鎌田式『百年健康』のつくり方<33>
夜間に低下した血圧が、起床前後に急上昇して高血圧になる現象をモーニングサージと言う。心筋梗塞や脳卒中など、血管の出血や閉塞を起こす怖い病態。
特に冬の朝、冷え切った部屋で目が覚めて、あたたかな布団から出たときなどに、血圧が急激に高くなるので要注意。寒い季節は、布団から起き出す前に、布団の中で1分ほどもぞもぞと体を動かしておくことを勧めている。

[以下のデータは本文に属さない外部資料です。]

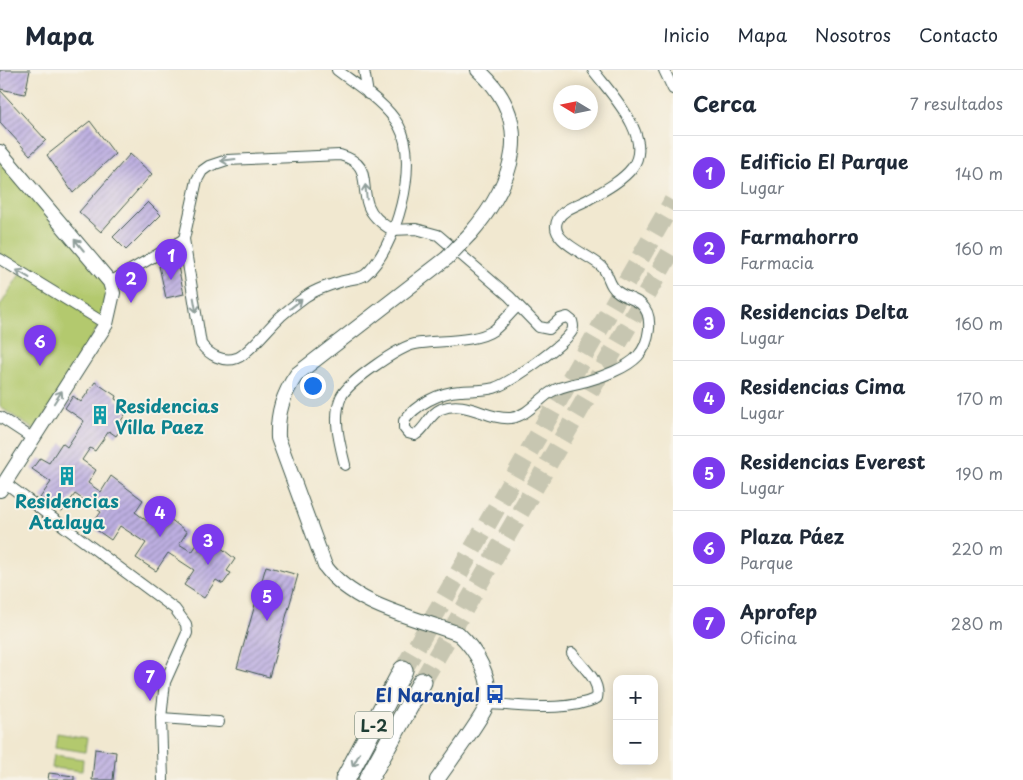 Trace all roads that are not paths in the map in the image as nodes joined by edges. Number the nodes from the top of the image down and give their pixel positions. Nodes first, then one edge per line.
1 (337, 70) edge
2 (364, 70) edge
3 (478, 70) edge
4 (593, 70) edge
5 (664, 70) edge
6 (673, 89) edge
7 (368, 94) junction
8 (0, 152) edge
9 (392, 230) junction
10 (184, 239) junction
11 (0, 260) edge
12 (110, 282) junction
13 (518, 306) junction
14 (106, 324) junction
15 (0, 417) edge
16 (32, 438) junction
17 (345, 465) dead end
18 (2, 486) edge
19 (572, 654) dead end
20 (403, 670) tunnel mouth
21 (422, 682) tunnel mouth
22 (487, 704) junction
23 (161, 718) junction
24 (220, 722) dead end
25 (163, 780) edge
26 (345, 780) edge
27 (368, 780) edge
28 (437, 780) edge

1 - 7 street
2 - 7 street
3 - 22 street, bridge
4 - 13 street
5 - 6 street
7 - 9 street
12 -> 8 street
9 -> 10 street
10 -> 9 street
9 - 13 street
10 - 12 street
14 -> 11 street
12 - 14 street
13 - 17 street
16 -> 14 street
15 - 16 street
16 - 18 street
18 - 23 street
19 - 22 street
20 -> 26 highway, L-2
21 - 27 highway, L-2
22 - 28 street
23 - 24 street
23 - 25 street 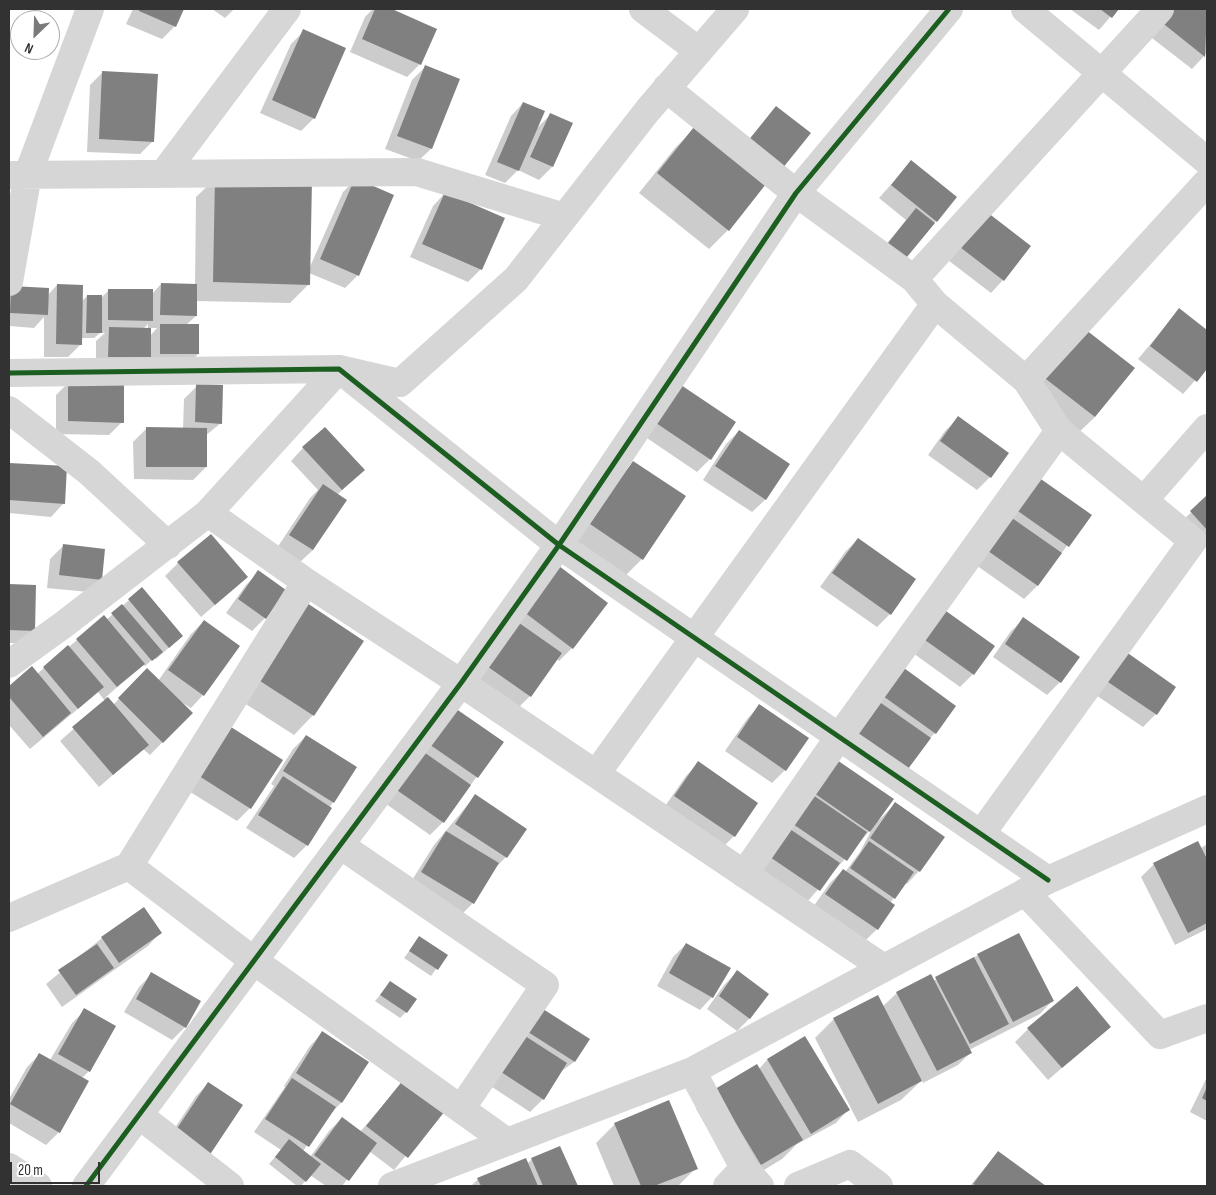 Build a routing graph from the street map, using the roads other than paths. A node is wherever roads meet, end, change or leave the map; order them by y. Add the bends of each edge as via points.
1 (90, 9) edge
2 (287, 9) edge
3 (643, 9) edge
4 (735, 9) edge
5 (949, 9) edge
6 (1025, 9) edge
7 (1160, 9) edge
8 (699, 51) junction
9 (1102, 73) junction
10 (666, 88) junction
11 (1207, 161) edge
12 (164, 173) junction
13 (19, 174) edge
14 (1207, 182) edge
15 (796, 193) junction
16 (564, 217) junction
17 (914, 279) junction
18 (9, 282) edge
19 (935, 304) junction
20 (339, 369) junction
21 (9, 373) edge
22 (1026, 380) junction
23 (9, 410) edge
24 (1207, 428) edge
25 (1059, 430) junction
26 (1144, 500) junction
27 (208, 513) junction
28 (168, 545) junction
29 (559, 545) junction
30 (306, 582) junction
31 (695, 639) junction
32 (9, 664) edge
33 (461, 683) junction
34 (839, 736) junction
35 (596, 774) junction
36 (1207, 810) edge
37 (981, 834) junction
38 (340, 845) junction
39 (128, 866) junction
40 (744, 874) junction
41 (1036, 886) junction
42 (9, 918) edge
43 (254, 961) junction
44 (884, 968) junction
45 (1207, 1018) edge
46 (692, 1071) junction
47 (461, 1109) junction
48 (139, 1115) junction
49 (507, 1142) junction
50 (9, 1167) edge
51 (744, 1180) edge
52 (35, 1185) edge
53 (400, 1185) edge
54 (86, 1186) edge
55 (230, 1186) edge
56 (798, 1186) edge
57 (879, 1186) edge

1 - 13 street
2 - 12 street
3 - 8 street
4 - 8 street
5 - 15 street
6 - 9 street
7 - 9 street
8 - 10 street
9 - 11 street
9 - 17 street
10 - 15 street
10 - 16 street
12 - 13 street
12 - 16 street via 417,172
13 - 18 street
14 - 22 street
15 - 17 street
15 - 29 street
16 - 20 street via 516,279 400,383
17 - 19 street
19 - 22 street
19 - 31 street
20 - 21 street
20 - 27 street
20 - 29 street
22 - 25 street
23 - 28 street via 89,472
24 - 26 street
25 - 26 street
25 - 34 street
26 - 37 street via 1193,541
27 - 28 street
27 - 30 street
28 - 32 street
29 - 31 street
29 - 33 street
30 - 33 street
30 - 39 street
31 - 34 street
31 - 35 street
33 - 35 street
33 - 38 street
34 - 37 street
34 - 40 street
35 - 40 street
36 - 41 street
37 - 41 street
38 - 43 street
38 - 47 street via 545,985
39 - 42 street
39 - 43 street
40 - 44 street
41 - 44 street
41 - 45 street via 1160,1035
43 - 47 street
43 - 48 street
44 - 46 street
46 - 49 street
46 - 51 street
47 - 49 street
48 - 54 street
48 - 55 street
49 - 53 street
50 - 52 street
56 - 57 street via 850,1164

24時間血圧を測ると、人人によって血圧の変動の仕方は違う。昼間の血圧は正常な場合もあり、病院で受診前に1回血圧を測るだけでは、このモーニングサージを逃してしまうことがある。
高血圧の患者さんには、モーニングサージを見逃さないために、数ケ月に1回、1日4回血圧を測って記録してきてもらうようにしている。
薬の飲み方も工夫するといい。高血圧の薬は朝食後に飲む薬が多いが、モーニングサージが心配な方には、朝の血圧が異常に上がらないように、夕食後に服薬してもらうようにしている。
モーニングサージが起こりやすい人とは
飲酒量の多い人、煙草を吸う人、睡眠時間が長い人、睡眠時無呼吸症候群のある人、塩分摂取量の多い人などはモーニングサージに要注意。
百年健康を目指し、脳卒中や心筋梗塞にならないためには、早朝高血圧に注意する必要がある。百年健康を守るためには、冬の寝室の温度は18~20度以下にならないようにしたい。同時に、ヒートショックで脳梗塞を起こさないために、脱衣所やトイレの温度も少し暖かい状態を保つことが大事である。